▶ _Required work_:
Copy out the lines below that hold the word "RONDEÑA".

▶ _Source material_:
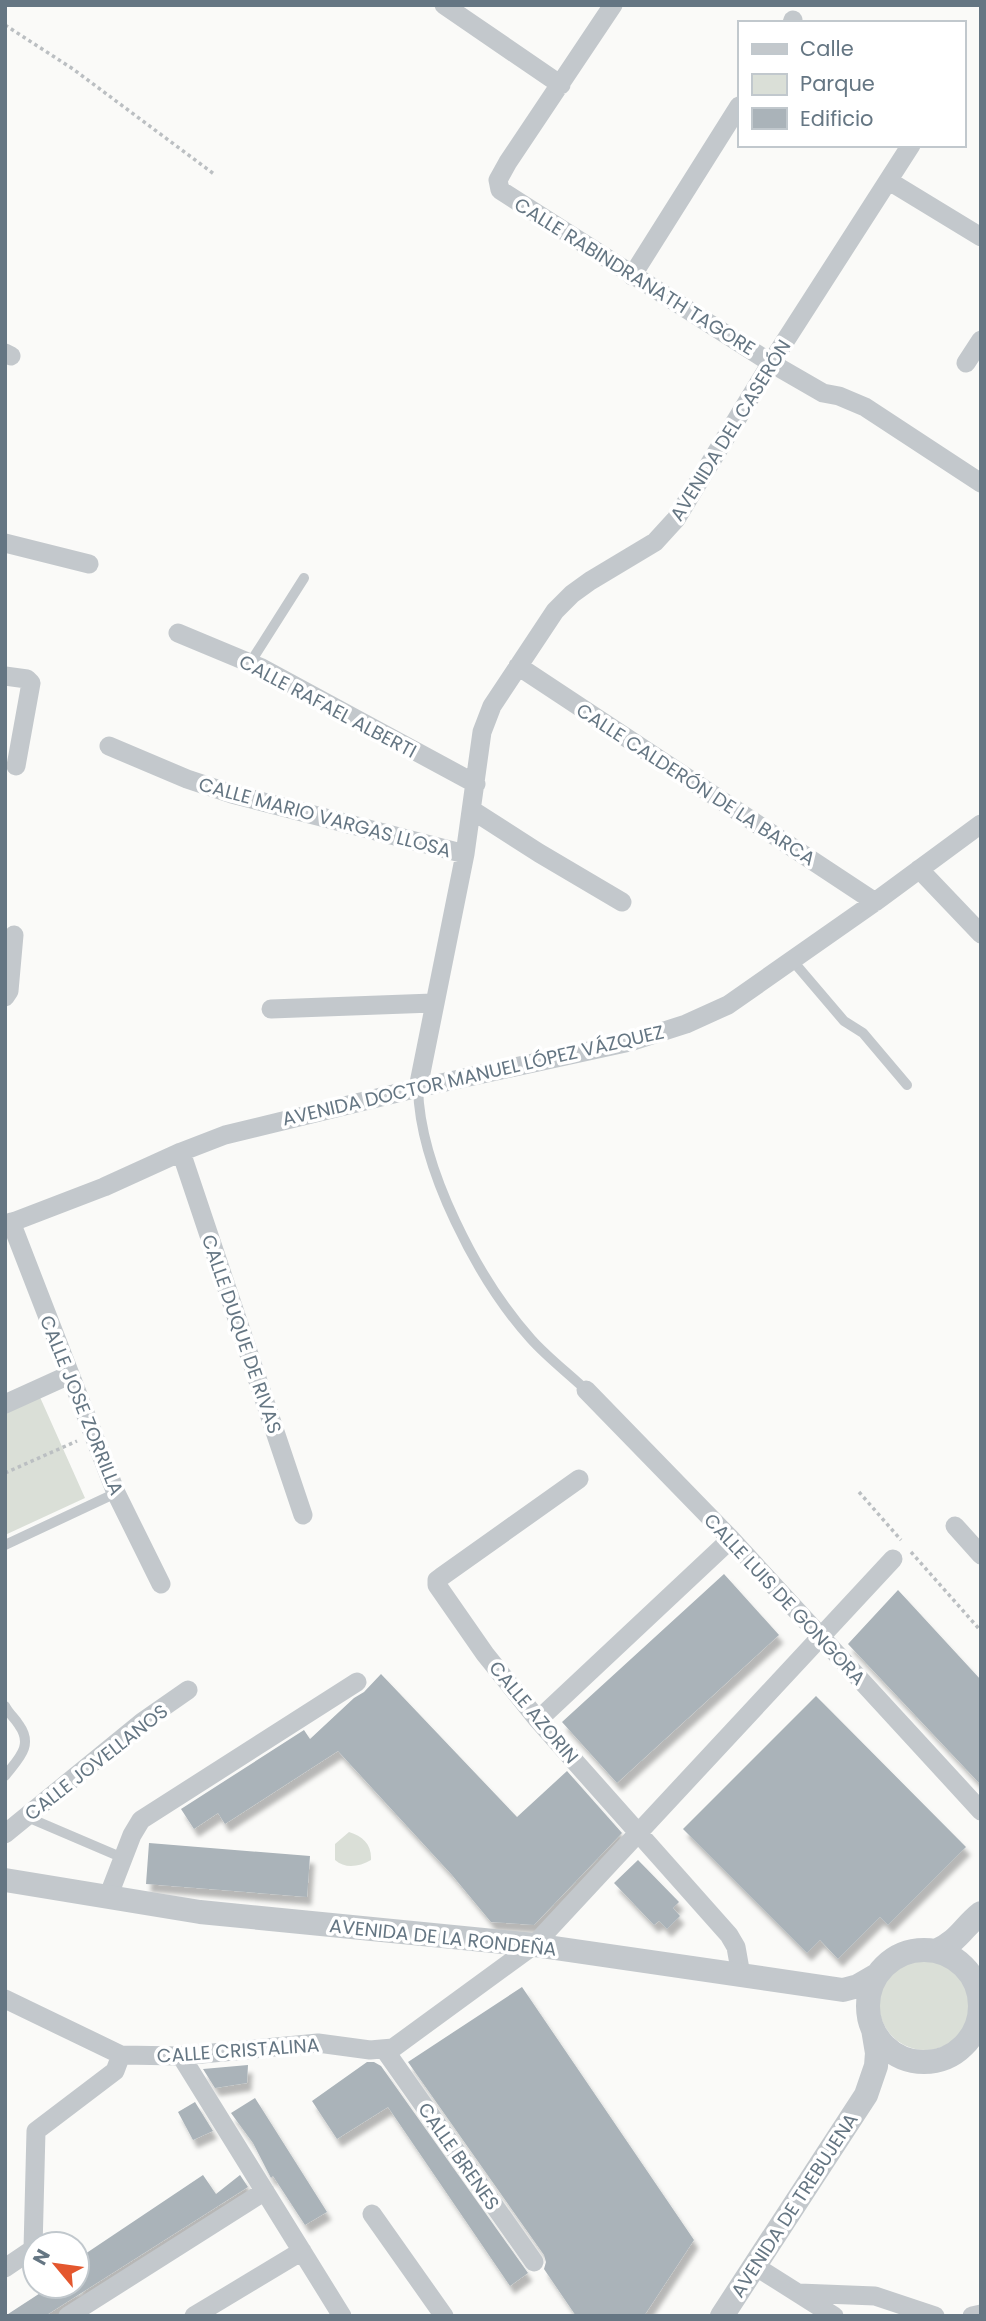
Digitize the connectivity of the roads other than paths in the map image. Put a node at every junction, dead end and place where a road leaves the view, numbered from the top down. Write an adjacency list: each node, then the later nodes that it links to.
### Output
1 (444, 5): 3 (street)
2 (613, 5): 3 (street)
3 (561, 85): 8 (street, CALLE RABINDRANATH TAGORE)
4 (738, 108): 8 (street)
5 (910, 147): 6 (street, AVENIDA DEL CASERÓN)
6 (889, 181): 7 (street); 10 (street, AVENIDA DEL CASERÓN)
7 (981, 237)
8 (632, 276): 10 (street, CALLE RABINDRANATH TAGORE)
9 (981, 341): 11 (street)
10 (771, 363): 12 (street, CALLE RABINDRANATH TAGORE); 18 (street, AVENIDA DEL CASERÓN)
11 (966, 363)
12 (981, 484)
13 (5, 543): 14 (street)
14 (89, 564)
15 (304, 578): 17 (lane)
16 (178, 633): 17 (street, CALLE RAFAEL ALBERTI)
17 (250, 663): 22 (street, CALLE RAFAEL ALBERTI)
18 (518, 666): 22 (street, AVENIDA DEL CASERÓN); 28 (street, CALLE CALDERÓN DE LA BARCA)
19 (5, 676): 21 (street)
20 (109, 746): 25 (street, CALLE MARIO VARGAS LLOSA)
21 (16, 766)
22 (476, 784): 23 (street, AVENIDA DEL CASERÓN)
23 (472, 810): 25 (street, AVENIDA DEL CASERÓN); 27 (street)
24 (981, 824): 26 (street, AVENIDA DOCTOR MANUEL LÓPEZ VÁZQUEZ)
25 (464, 854): 33 (street, AVENIDA DEL CASERÓN)
26 (919, 869): 28 (street, AVENIDA DOCTOR MANUEL LÓPEZ VÁZQUEZ); 29 (street)
27 (622, 902)
28 (875, 902): 31 (street, AVENIDA DOCTOR MANUEL LÓPEZ VÁZQUEZ)
29 (981, 934)
30 (14, 935): 32 (street)
31 (792, 960): 35 (lane); 36 (street, AVENIDA DOCTOR MANUEL LÓPEZ VÁZQUEZ)
32 (5, 997)
33 (433, 1003): 34 (street); 36 (street, AVENIDA DEL CASERÓN)
34 (271, 1009)
35 (907, 1085)
36 (418, 1088): 37 (street, AVENIDA DOCTOR MANUEL LÓPEZ VÁZQUEZ); 40 (lane)
37 (181, 1152): 38 (street, AVENIDA DOCTOR MANUEL LÓPEZ VÁZQUEZ); 44 (street, CALLE DUQUE DE RIVAS)
38 (8, 1224): 39 (street, CALLE JOSE ZORRILLA)
39 (69, 1374): 41 (street); 43 (street, CALLE JOSE ZORRILLA)
40 (586, 1390): 46 (street, CALLE LUIS DE GONGORA)
41 (5, 1404)
42 (579, 1479): 55 (street, CALLE AZORIN)
43 (117, 1493): 47 (lane); 50 (street, CALLE JOSE ZORRILLA)
44 (303, 1515)
45 (955, 1526): 49 (street)
46 (731, 1539): 51 (street, CALLE LUIS DE GONGORA); 55 (street)
47 (5, 1545)
48 (902, 1555): 51 (street)
49 (981, 1555)
50 (161, 1584)
51 (821, 1637): 57 (street, CALLE LUIS DE GONGORA); 59 (street)
52 (357, 1682): 61 (street)
53 (188, 1690): 58 (street, CALLE JOVELLANOS)
54 (5, 1706): 56 (lane)
55 (538, 1720): 59 (street, CALLE AZORIN)
56 (5, 1776)
57 (981, 1811)
58 (27, 1816): 60 (street, CALLE JOVELLANOS); 61 (lane)
59 (639, 1833): 66 (street); 68 (street, CALLE AZORIN)
60 (5, 1835)
61 (123, 1858): 63 (street)
62 (5, 1880): 63 (street, AVENIDA DE LA RONDEÑA)
63 (108, 1898): 66 (street, AVENIDA DE LA RONDEÑA)
64 (981, 1913): 67 (street)
65 (981, 1926): 70 (street)
66 (534, 1945): 68 (street, AVENIDA DE LA RONDEÑA); 74 (street)
67 (936, 1951): 69 (street); 70 (street)
68 (741, 1975): 69 (street, AVENIDA DE LA RONDEÑA)
69 (877, 1975): 72 (street)
70 (976, 1985): 73 (street)
71 (5, 1999): 75 (street, CALLE CRISTALINA)
72 (873, 2027): 77 (street); 78 (street, AVENIDA DE TREBUJENA)
73 (977, 2030): 77 (street)
74 (384, 2049): 76 (street, CALLE CRISTALINA); 82 (street, CALLE BRENES)
75 (121, 2055): 76 (street, CALLE CRISTALINA); 84 (street)
76 (181, 2056): 79 (street)
77 (916, 2061): 78 (street, AVENIDA DE TREBUJENA)
78 (866, 2095): 83 (street, AVENIDA DE TREBUJENA)
79 (265, 2191): 81 (street); 87 (street)
80 (372, 2214): 90 (street)
81 (302, 2251): 88 (street); 89 (street)
82 (534, 2262)
83 (755, 2266): 85 (street); 91 (street, AVENIDA DE TREBUJENA)
84 (5, 2268)
85 (799, 2293): 92 (street); 93 (street)
86 (981, 2314): 94 (street)
87 (68, 2316)
88 (194, 2316)
89 (342, 2316)
90 (444, 2316)
91 (722, 2316)
92 (834, 2316)
93 (934, 2316)
94 (972, 2316)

▶ _Answer to this task_:
62 (5, 1880): 63 (street, AVENIDA DE LA RONDEÑA)
63 (108, 1898): 66 (street, AVENIDA DE LA RONDEÑA)
66 (534, 1945): 68 (street, AVENIDA DE LA RONDEÑA); 74 (street)
68 (741, 1975): 69 (street, AVENIDA DE LA RONDEÑA)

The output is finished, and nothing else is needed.